Try it:
Repeat each record that follows, keeping it identical.

Source records:
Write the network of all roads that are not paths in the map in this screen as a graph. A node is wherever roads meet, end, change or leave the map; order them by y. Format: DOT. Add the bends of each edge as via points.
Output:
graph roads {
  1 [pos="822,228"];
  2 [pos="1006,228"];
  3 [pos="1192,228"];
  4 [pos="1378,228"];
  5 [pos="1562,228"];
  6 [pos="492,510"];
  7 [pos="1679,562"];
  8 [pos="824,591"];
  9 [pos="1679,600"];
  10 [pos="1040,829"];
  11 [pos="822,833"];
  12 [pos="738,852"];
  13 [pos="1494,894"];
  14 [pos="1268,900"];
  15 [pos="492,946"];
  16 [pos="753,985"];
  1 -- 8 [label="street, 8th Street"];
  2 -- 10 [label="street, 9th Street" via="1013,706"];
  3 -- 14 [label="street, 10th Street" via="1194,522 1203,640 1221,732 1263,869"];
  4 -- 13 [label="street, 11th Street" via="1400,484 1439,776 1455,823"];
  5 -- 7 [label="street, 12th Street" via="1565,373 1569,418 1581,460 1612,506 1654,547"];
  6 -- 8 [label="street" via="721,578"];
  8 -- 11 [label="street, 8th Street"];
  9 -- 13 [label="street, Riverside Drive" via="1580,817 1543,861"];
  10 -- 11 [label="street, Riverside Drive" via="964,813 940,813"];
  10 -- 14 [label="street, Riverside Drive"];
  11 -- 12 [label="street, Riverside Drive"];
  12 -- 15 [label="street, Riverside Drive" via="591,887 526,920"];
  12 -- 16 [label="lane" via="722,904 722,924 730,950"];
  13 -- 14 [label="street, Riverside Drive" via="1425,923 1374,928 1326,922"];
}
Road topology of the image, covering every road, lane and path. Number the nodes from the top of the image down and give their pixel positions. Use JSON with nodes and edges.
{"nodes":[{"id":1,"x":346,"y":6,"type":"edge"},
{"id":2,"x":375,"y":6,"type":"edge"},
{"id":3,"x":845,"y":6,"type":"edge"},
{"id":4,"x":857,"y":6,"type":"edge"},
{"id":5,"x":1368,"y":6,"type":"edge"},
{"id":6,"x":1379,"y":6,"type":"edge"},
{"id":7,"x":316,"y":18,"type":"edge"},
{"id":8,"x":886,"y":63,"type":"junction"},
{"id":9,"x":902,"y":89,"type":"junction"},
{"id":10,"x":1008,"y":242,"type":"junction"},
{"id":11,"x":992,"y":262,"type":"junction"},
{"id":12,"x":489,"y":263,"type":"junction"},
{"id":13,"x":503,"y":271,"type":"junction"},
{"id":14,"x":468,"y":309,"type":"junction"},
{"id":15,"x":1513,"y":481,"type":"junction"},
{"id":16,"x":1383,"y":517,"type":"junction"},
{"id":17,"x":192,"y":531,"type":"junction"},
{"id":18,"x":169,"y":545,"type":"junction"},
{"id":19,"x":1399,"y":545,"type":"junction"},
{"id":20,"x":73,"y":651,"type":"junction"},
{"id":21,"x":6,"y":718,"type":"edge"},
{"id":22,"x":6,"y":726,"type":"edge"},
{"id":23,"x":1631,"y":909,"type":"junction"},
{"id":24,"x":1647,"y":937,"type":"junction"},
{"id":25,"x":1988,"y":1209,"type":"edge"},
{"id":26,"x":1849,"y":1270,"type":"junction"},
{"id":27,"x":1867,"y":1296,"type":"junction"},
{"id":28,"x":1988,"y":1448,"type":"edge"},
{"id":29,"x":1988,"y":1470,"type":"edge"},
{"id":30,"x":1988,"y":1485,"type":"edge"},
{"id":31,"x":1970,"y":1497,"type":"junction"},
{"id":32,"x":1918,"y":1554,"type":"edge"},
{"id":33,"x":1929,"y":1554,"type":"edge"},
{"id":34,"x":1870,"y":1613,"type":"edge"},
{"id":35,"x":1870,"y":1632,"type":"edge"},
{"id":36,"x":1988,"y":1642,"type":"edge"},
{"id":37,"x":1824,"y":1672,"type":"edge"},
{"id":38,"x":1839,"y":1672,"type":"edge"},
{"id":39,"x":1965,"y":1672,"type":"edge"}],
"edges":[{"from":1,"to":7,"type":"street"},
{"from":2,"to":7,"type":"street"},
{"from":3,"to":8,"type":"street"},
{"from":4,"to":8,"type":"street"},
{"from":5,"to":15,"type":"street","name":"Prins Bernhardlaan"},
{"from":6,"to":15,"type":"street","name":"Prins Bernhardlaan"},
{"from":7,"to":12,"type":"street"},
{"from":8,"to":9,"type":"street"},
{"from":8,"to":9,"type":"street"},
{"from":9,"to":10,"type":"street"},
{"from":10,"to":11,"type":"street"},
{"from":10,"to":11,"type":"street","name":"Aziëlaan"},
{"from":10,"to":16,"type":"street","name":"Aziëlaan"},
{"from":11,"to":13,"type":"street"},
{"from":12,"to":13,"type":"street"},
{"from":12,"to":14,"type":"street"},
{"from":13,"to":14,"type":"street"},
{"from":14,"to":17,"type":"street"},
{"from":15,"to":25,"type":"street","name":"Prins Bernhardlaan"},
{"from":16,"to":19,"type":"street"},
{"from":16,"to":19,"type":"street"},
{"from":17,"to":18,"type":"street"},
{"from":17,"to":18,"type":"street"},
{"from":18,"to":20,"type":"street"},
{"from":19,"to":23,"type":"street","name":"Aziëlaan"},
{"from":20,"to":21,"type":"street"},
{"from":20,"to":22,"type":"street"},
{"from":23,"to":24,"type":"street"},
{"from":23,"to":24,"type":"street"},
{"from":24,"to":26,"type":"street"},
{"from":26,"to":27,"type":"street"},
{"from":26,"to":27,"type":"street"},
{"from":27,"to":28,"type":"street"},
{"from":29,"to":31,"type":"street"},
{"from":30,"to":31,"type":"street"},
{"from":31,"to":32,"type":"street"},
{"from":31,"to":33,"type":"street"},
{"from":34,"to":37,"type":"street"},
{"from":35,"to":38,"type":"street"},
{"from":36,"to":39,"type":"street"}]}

Answer to this task:
Write the network of all roads that are not paths in the map in this screen as a graph. A node is wherever roads meet, end, change or leave the map; order them by y. Format: DOT. Add the bends of each edge as via points.
Output:
graph roads {
  1 [pos="822,228"];
  2 [pos="1006,228"];
  3 [pos="1192,228"];
  4 [pos="1378,228"];
  5 [pos="1562,228"];
  6 [pos="492,510"];
  7 [pos="1679,562"];
  8 [pos="824,591"];
  9 [pos="1679,600"];
  10 [pos="1040,829"];
  11 [pos="822,833"];
  12 [pos="738,852"];
  13 [pos="1494,894"];
  14 [pos="1268,900"];
  15 [pos="492,946"];
  16 [pos="753,985"];
  1 -- 8 [label="street, 8th Street"];
  2 -- 10 [label="street, 9th Street" via="1013,706"];
  3 -- 14 [label="street, 10th Street" via="1194,522 1203,640 1221,732 1263,869"];
  4 -- 13 [label="street, 11th Street" via="1400,484 1439,776 1455,823"];
  5 -- 7 [label="street, 12th Street" via="1565,373 1569,418 1581,460 1612,506 1654,547"];
  6 -- 8 [label="street" via="721,578"];
  8 -- 11 [label="street, 8th Street"];
  9 -- 13 [label="street, Riverside Drive" via="1580,817 1543,861"];
  10 -- 11 [label="street, Riverside Drive" via="964,813 940,813"];
  10 -- 14 [label="street, Riverside Drive"];
  11 -- 12 [label="street, Riverside Drive"];
  12 -- 15 [label="street, Riverside Drive" via="591,887 526,920"];
  12 -- 16 [label="lane" via="722,904 722,924 730,950"];
  13 -- 14 [label="street, Riverside Drive" via="1425,923 1374,928 1326,922"];
}
Road topology of the image, covering every road, lane and path. Number the nodes from the top of the image down and give their pixel positions. Use JSON with nodes and edges.
{"nodes":[{"id":1,"x":346,"y":6,"type":"edge"},
{"id":2,"x":375,"y":6,"type":"edge"},
{"id":3,"x":845,"y":6,"type":"edge"},
{"id":4,"x":857,"y":6,"type":"edge"},
{"id":5,"x":1368,"y":6,"type":"edge"},
{"id":6,"x":1379,"y":6,"type":"edge"},
{"id":7,"x":316,"y":18,"type":"edge"},
{"id":8,"x":886,"y":63,"type":"junction"},
{"id":9,"x":902,"y":89,"type":"junction"},
{"id":10,"x":1008,"y":242,"type":"junction"},
{"id":11,"x":992,"y":262,"type":"junction"},
{"id":12,"x":489,"y":263,"type":"junction"},
{"id":13,"x":503,"y":271,"type":"junction"},
{"id":14,"x":468,"y":309,"type":"junction"},
{"id":15,"x":1513,"y":481,"type":"junction"},
{"id":16,"x":1383,"y":517,"type":"junction"},
{"id":17,"x":192,"y":531,"type":"junction"},
{"id":18,"x":169,"y":545,"type":"junction"},
{"id":19,"x":1399,"y":545,"type":"junction"},
{"id":20,"x":73,"y":651,"type":"junction"},
{"id":21,"x":6,"y":718,"type":"edge"},
{"id":22,"x":6,"y":726,"type":"edge"},
{"id":23,"x":1631,"y":909,"type":"junction"},
{"id":24,"x":1647,"y":937,"type":"junction"},
{"id":25,"x":1988,"y":1209,"type":"edge"},
{"id":26,"x":1849,"y":1270,"type":"junction"},
{"id":27,"x":1867,"y":1296,"type":"junction"},
{"id":28,"x":1988,"y":1448,"type":"edge"},
{"id":29,"x":1988,"y":1470,"type":"edge"},
{"id":30,"x":1988,"y":1485,"type":"edge"},
{"id":31,"x":1970,"y":1497,"type":"junction"},
{"id":32,"x":1918,"y":1554,"type":"edge"},
{"id":33,"x":1929,"y":1554,"type":"edge"},
{"id":34,"x":1870,"y":1613,"type":"edge"},
{"id":35,"x":1870,"y":1632,"type":"edge"},
{"id":36,"x":1988,"y":1642,"type":"edge"},
{"id":37,"x":1824,"y":1672,"type":"edge"},
{"id":38,"x":1839,"y":1672,"type":"edge"},
{"id":39,"x":1965,"y":1672,"type":"edge"}],
"edges":[{"from":1,"to":7,"type":"street"},
{"from":2,"to":7,"type":"street"},
{"from":3,"to":8,"type":"street"},
{"from":4,"to":8,"type":"street"},
{"from":5,"to":15,"type":"street","name":"Prins Bernhardlaan"},
{"from":6,"to":15,"type":"street","name":"Prins Bernhardlaan"},
{"from":7,"to":12,"type":"street"},
{"from":8,"to":9,"type":"street"},
{"from":8,"to":9,"type":"street"},
{"from":9,"to":10,"type":"street"},
{"from":10,"to":11,"type":"street"},
{"from":10,"to":11,"type":"street","name":"Aziëlaan"},
{"from":10,"to":16,"type":"street","name":"Aziëlaan"},
{"from":11,"to":13,"type":"street"},
{"from":12,"to":13,"type":"street"},
{"from":12,"to":14,"type":"street"},
{"from":13,"to":14,"type":"street"},
{"from":14,"to":17,"type":"street"},
{"from":15,"to":25,"type":"street","name":"Prins Bernhardlaan"},
{"from":16,"to":19,"type":"street"},
{"from":16,"to":19,"type":"street"},
{"from":17,"to":18,"type":"street"},
{"from":17,"to":18,"type":"street"},
{"from":18,"to":20,"type":"street"},
{"from":19,"to":23,"type":"street","name":"Aziëlaan"},
{"from":20,"to":21,"type":"street"},
{"from":20,"to":22,"type":"street"},
{"from":23,"to":24,"type":"street"},
{"from":23,"to":24,"type":"street"},
{"from":24,"to":26,"type":"street"},
{"from":26,"to":27,"type":"street"},
{"from":26,"to":27,"type":"street"},
{"from":27,"to":28,"type":"street"},
{"from":29,"to":31,"type":"street"},
{"from":30,"to":31,"type":"street"},
{"from":31,"to":32,"type":"street"},
{"from":31,"to":33,"type":"street"},
{"from":34,"to":37,"type":"street"},
{"from":35,"to":38,"type":"street"},
{"from":36,"to":39,"type":"street"}]}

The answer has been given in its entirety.